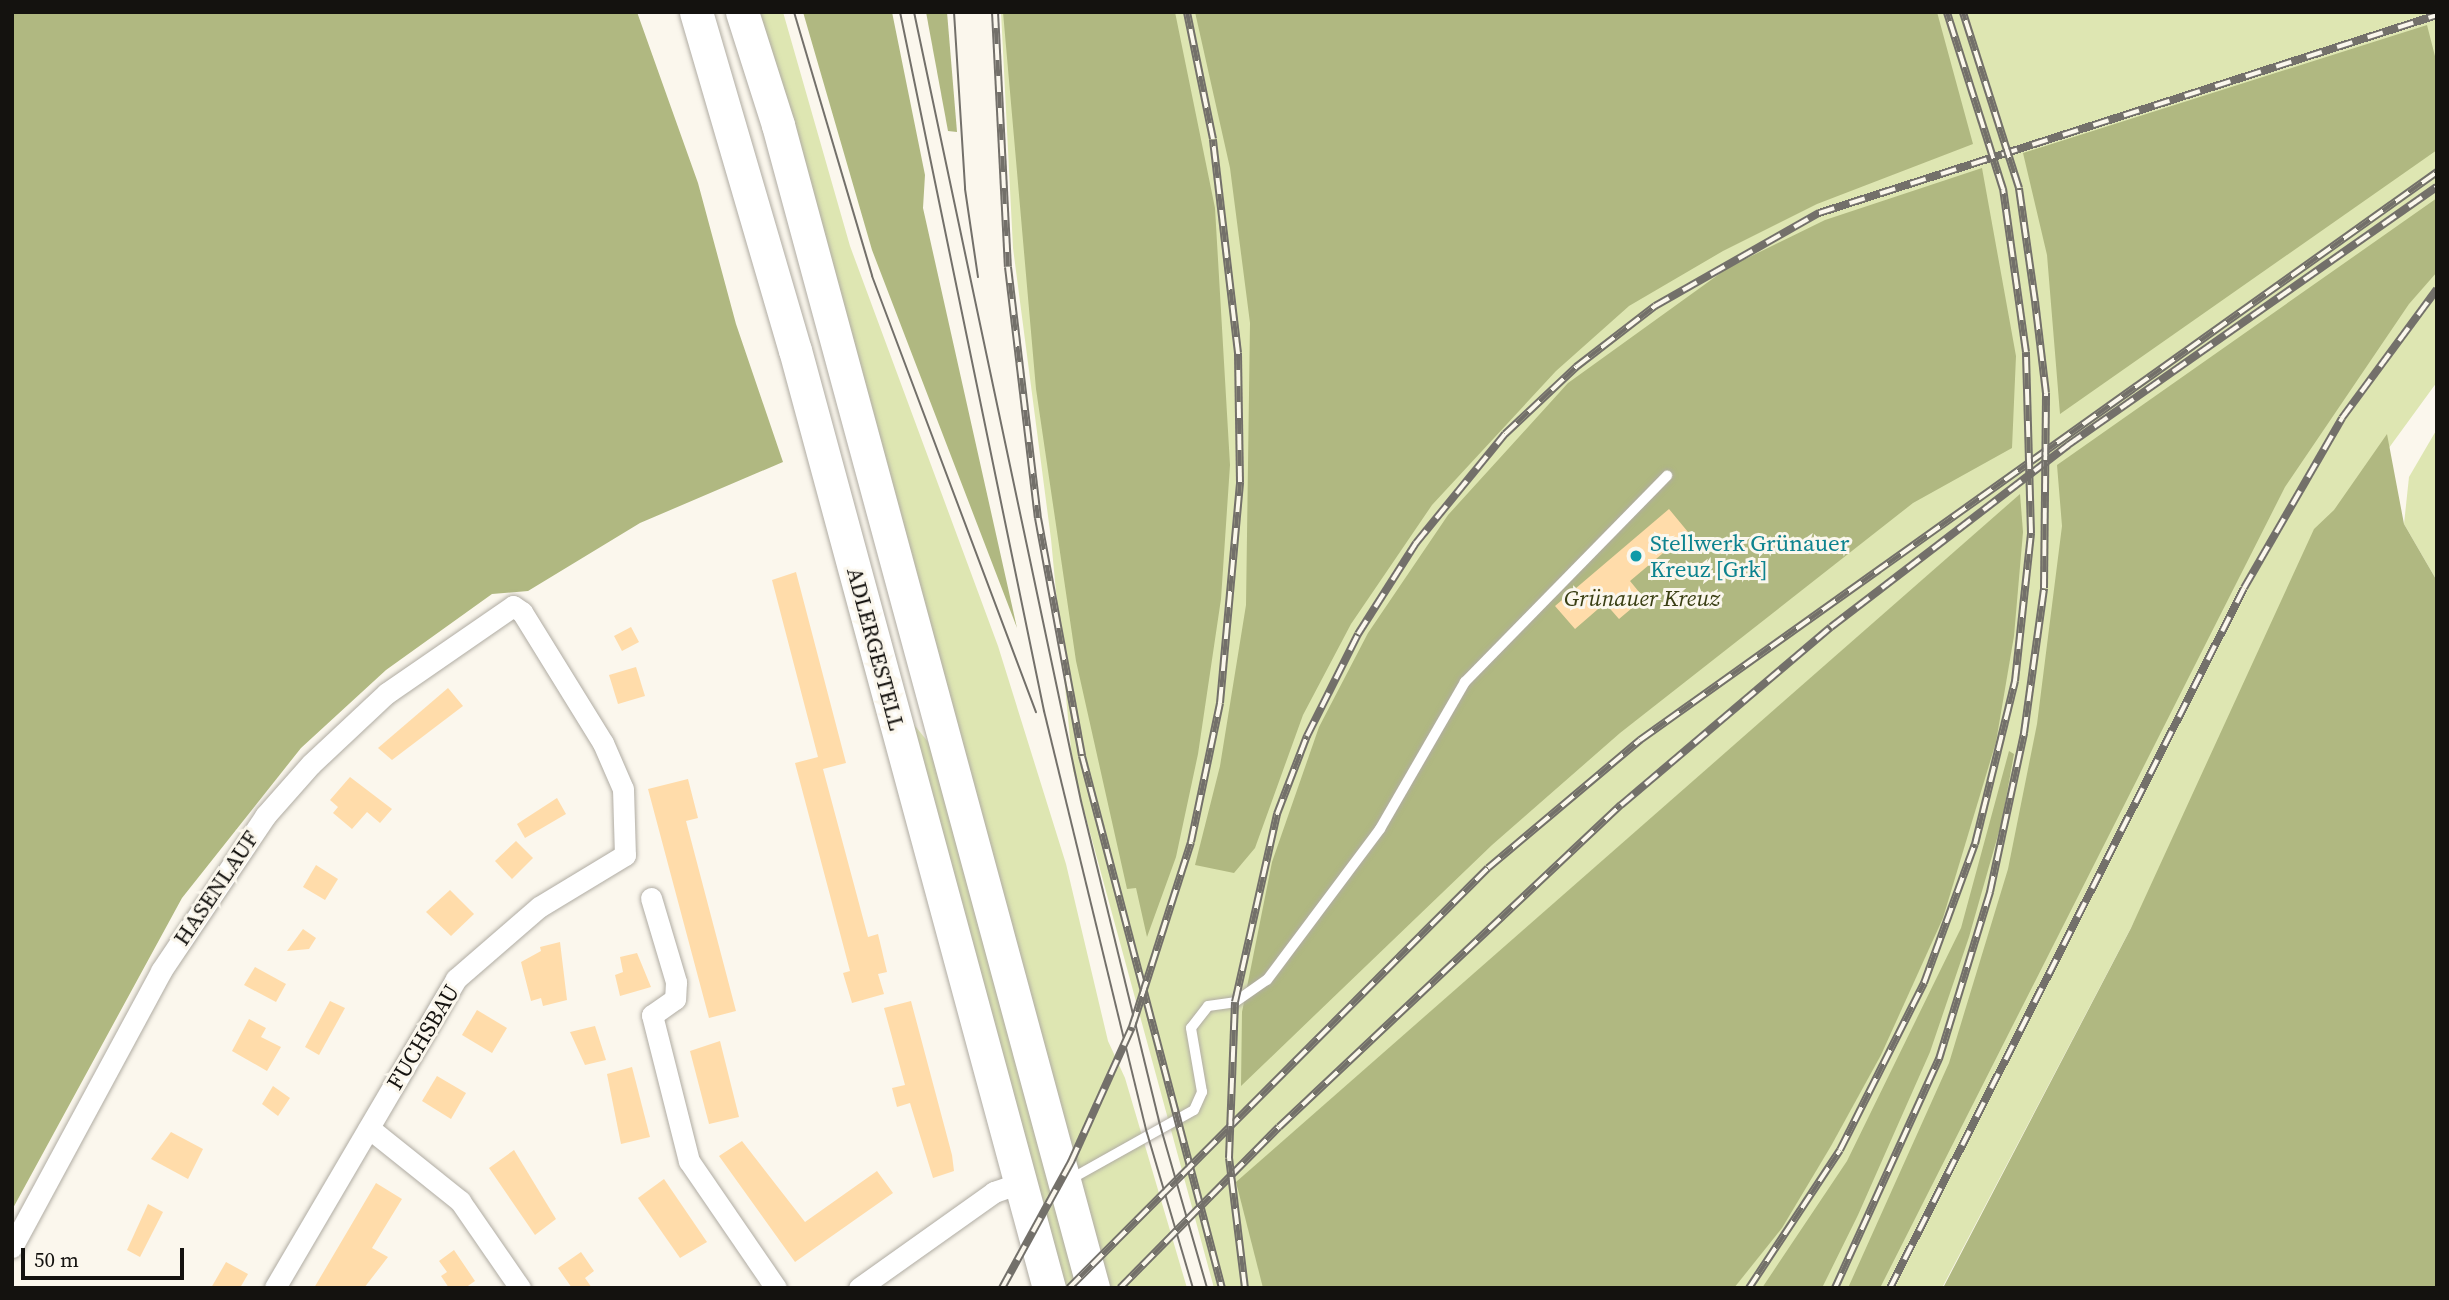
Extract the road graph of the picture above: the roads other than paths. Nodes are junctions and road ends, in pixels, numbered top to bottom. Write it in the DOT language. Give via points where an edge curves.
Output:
graph roads {
  1 [pos="696,12"];
  2 [pos="741,12"];
  3 [pos="1667,476"];
  4 [pos="892,552"];
  5 [pos="852,562"];
  6 [pos="513,606"];
  7 [pos="651,898"];
  8 [pos="369,1128"];
  9 [pos="1065,1182"];
  10 [pos="1020,1183"];
  11 [pos="12,1247"];
  12 [pos="275,1288"];
  13 [pos="520,1288"];
  14 [pos="776,1288"];
  15 [pos="859,1288"];
  16 [pos="1049,1288"];
  17 [pos="1093,1288"];
  1 -- 5 [label="main road, ADLERGESTELL"];
  2 -- 4 [label="main road, ADLERGESTELL" via="778,125"];
  3 -- 9 [label="lane" via="1465,682 1380,829 1267,980 1235,1002 1208,1006 1191,1028 1202,1092 1194,1110"];
  4 -- 5 [label="main road"];
  4 -- 9 [label="main road, ADLERGESTELL"];
  5 -- 10 [label="main road, ADLERGESTELL"];
  6 -- 8 [label="street, FUCHSBAU" via="523,612 603,743 623,789 629,842 618,862 539,907 457,979"];
  6 -- 11 [label="street, HASENLAUF" via="387,693 311,764 265,816 161,971"];
  7 -- 14 [label="street" via="676,982 675,999 652,1015 689,1161"];
  8 -- 12 [label="street, FUCHSBAU"];
  8 -- 13 [label="street" via="460,1201"];
  9 -- 17 [label="main road, ADLERGESTELL"];
  10 -- 15 [label="street" via="994,1192"];
  10 -- 16 [label="main road, ADLERGESTELL"];
}
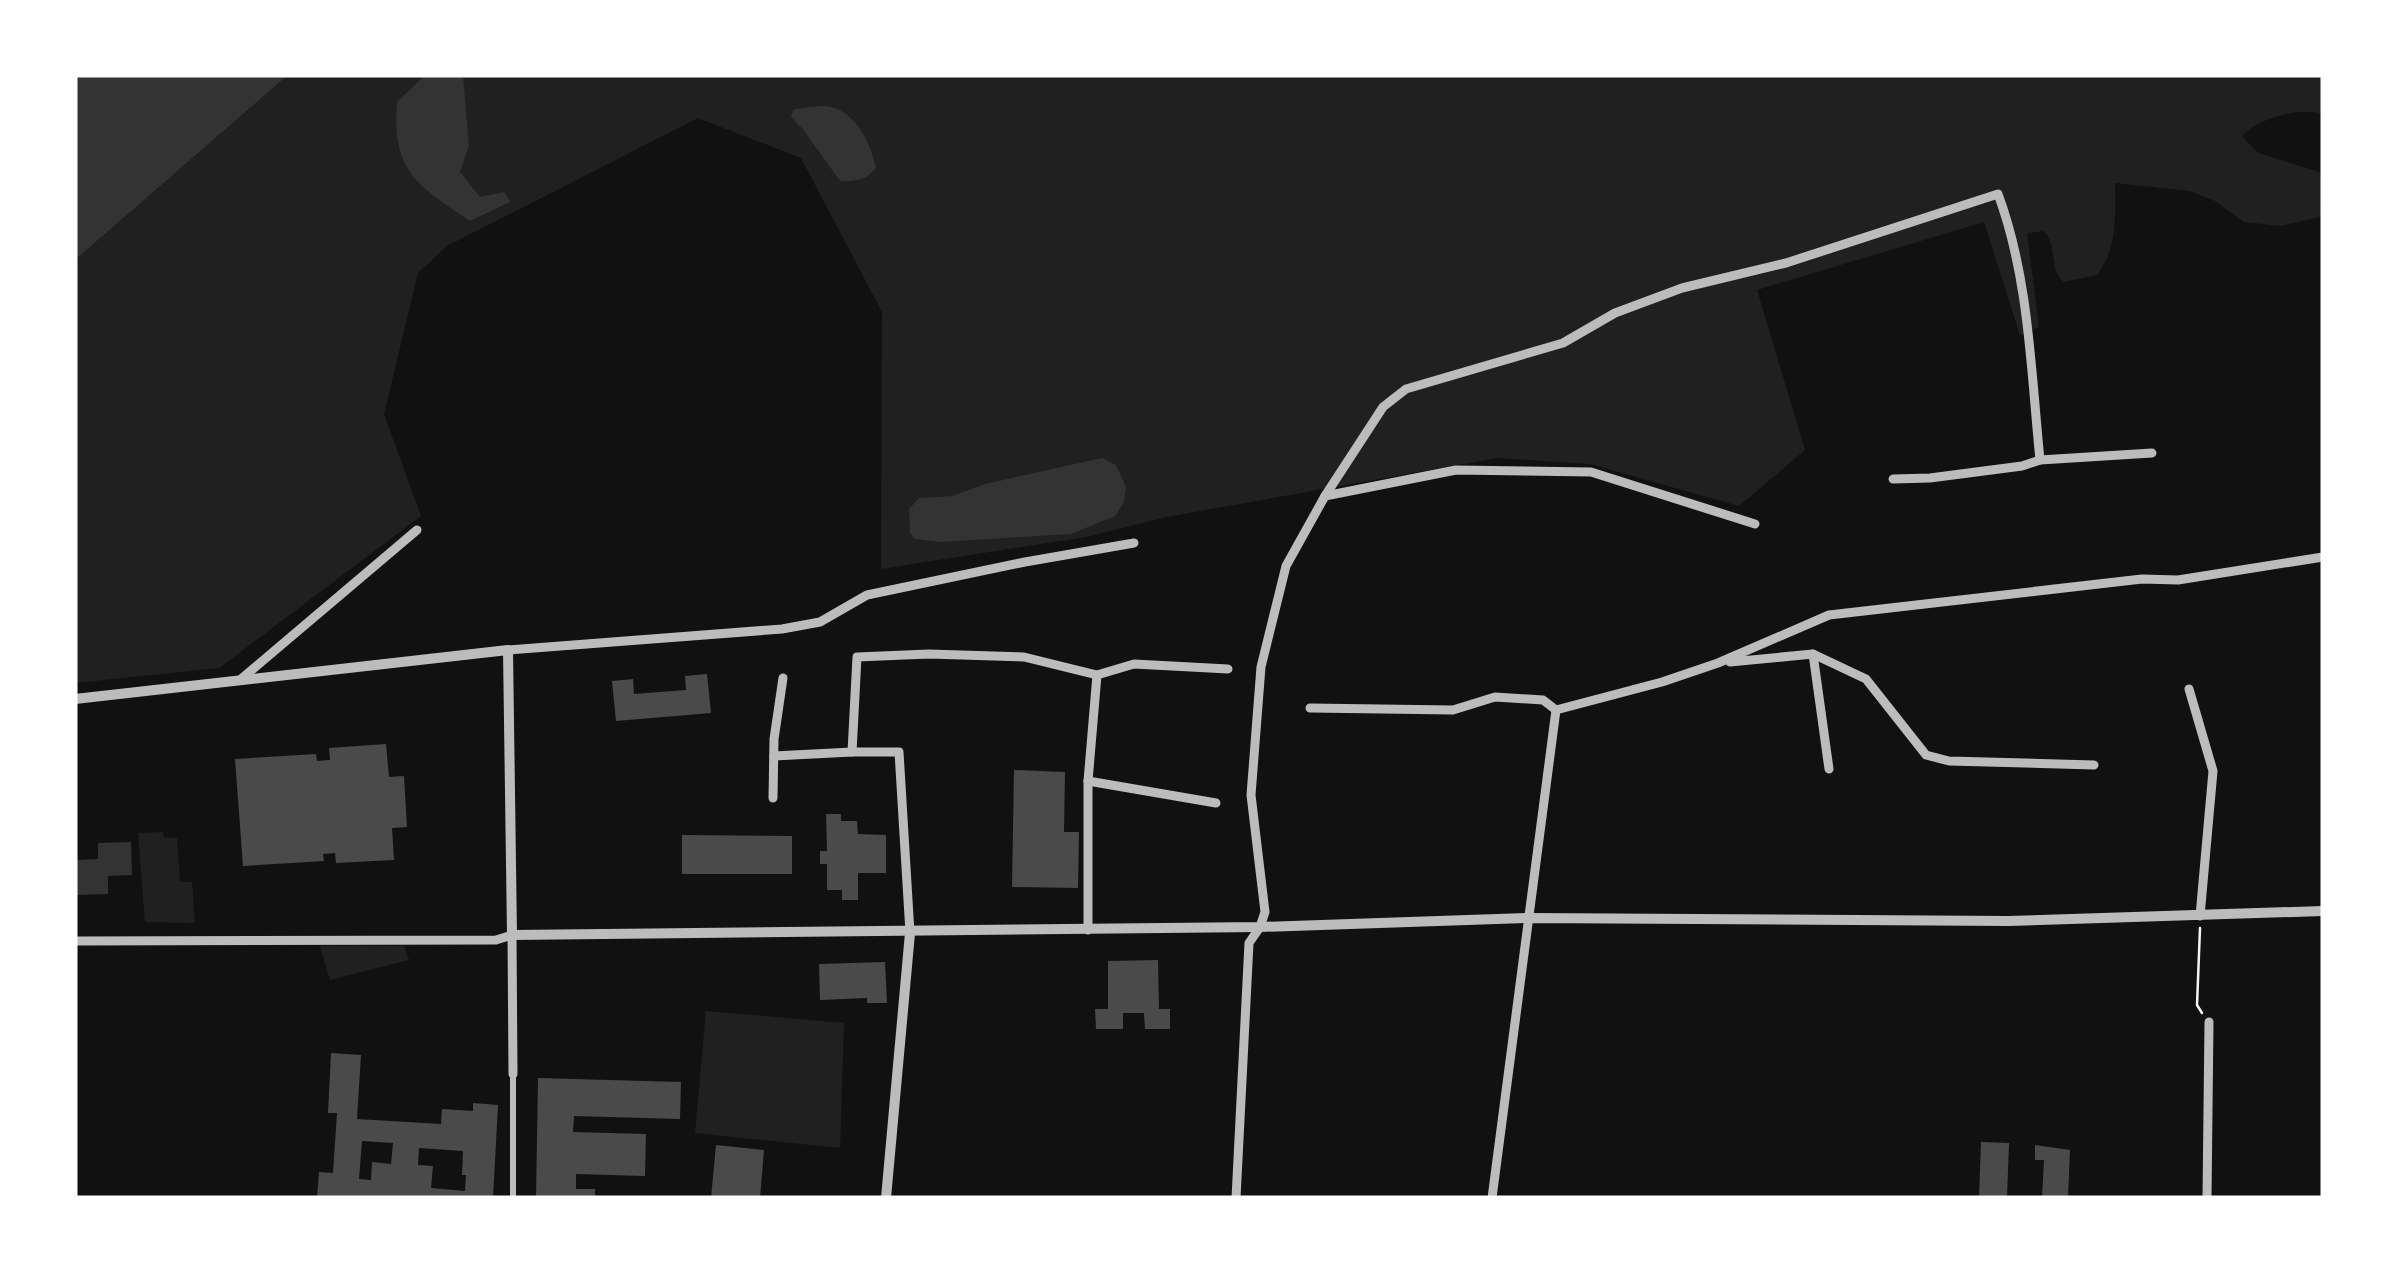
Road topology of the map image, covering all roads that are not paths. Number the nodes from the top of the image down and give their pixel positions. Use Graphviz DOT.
graph roads {
  1 [pos="2152,453"];
  2 [pos="2040,460"];
  3 [pos="1892,478"];
  4 [pos="1325,496"];
  5 [pos="1755,524"];
  6 [pos="416,530"];
  7 [pos="1134,543"];
  8 [pos="2323,557"];
  9 [pos="508,650"];
  10 [pos="1813,654"];
  11 [pos="1718,664"];
  12 [pos="1228,669"];
  13 [pos="1097,675"];
  14 [pos="783,678"];
  15 [pos="240,680"];
  16 [pos="2189,690"];
  17 [pos="75,699"];
  18 [pos="1310,708"];
  19 [pos="1556,710"];
  20 [pos="852,752"];
  21 [pos="774,756"];
  22 [pos="2094,765"];
  23 [pos="1829,769"];
  24 [pos="1088,781"];
  25 [pos="773,798"];
  26 [pos="1216,803"];
  27 [pos="2323,910"];
  28 [pos="2200,916"];
  29 [pos="1530,918"];
  30 [pos="1260,927"];
  31 [pos="1088,930"];
  32 [pos="910,933"];
  33 [pos="512,935"];
  34 [pos="75,942"];
  35 [pos="2209,1022"];
  36 [pos="513,1074"];
  37 [pos="513,1198"];
  38 [pos="886,1198"];
  39 [pos="1236,1198"];
  40 [pos="1492,1198"];
  41 [pos="2207,1198"];
  1 -- 2 [label="street"];
  2 -- 3 [label="street"];
  2 -- 4 [label="street"];
  4 -- 5 [label="street"];
  4 -- 30 [label="street"];
  6 -- 15 [label="street"];
  7 -- 9 [label="street"];
  8 -- 11 [label="street"];
  9 -- 15 [label="street"];
  9 -- 33 [label="street"];
  10 -- 11 [label="street"];
  10 -- 22 [label="street"];
  10 -- 23 [label="street"];
  11 -- 19 [label="street"];
  12 -- 13 [label="street"];
  13 -- 20 [label="street"];
  13 -- 24 [label="street"];
  14 -- 21 [label="street"];
  15 -- 17 [label="street"];
  16 -- 28 [label="street"];
  18 -- 19 [label="street"];
  19 -- 29 [label="street"];
  20 -- 21 [label="street"];
  20 -- 32 [label="street"];
  21 -- 25 [label="street"];
  24 -- 26 [label="street"];
  24 -- 31 [label="street"];
  27 -- 28 [label="street"];
  28 -- 29 [label="street"];
  29 -- 30 [label="street"];
  29 -- 40 [label="street"];
  30 -- 31 [label="street"];
  30 -- 39 [label="street"];
  31 -- 32 [label="street"];
  32 -- 33 [label="street"];
  32 -- 38 [label="street"];
  33 -- 34 [label="street"];
  33 -- 36 [label="street"];
  35 -- 41 [label="street"];
  36 -- 37 [label="street"];
}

--- --- ---

Problem description:
Pull out every line of the records above that contains the word "ADLERGESTELL".

Answer to this task:
  1 -- 5 [label="main road, ADLERGESTELL"];
  2 -- 4 [label="main road, ADLERGESTELL" via="778,125"];
  4 -- 9 [label="main road, ADLERGESTELL"];
  5 -- 10 [label="main road, ADLERGESTELL"];
  9 -- 17 [label="main road, ADLERGESTELL"];
  10 -- 16 [label="main road, ADLERGESTELL"];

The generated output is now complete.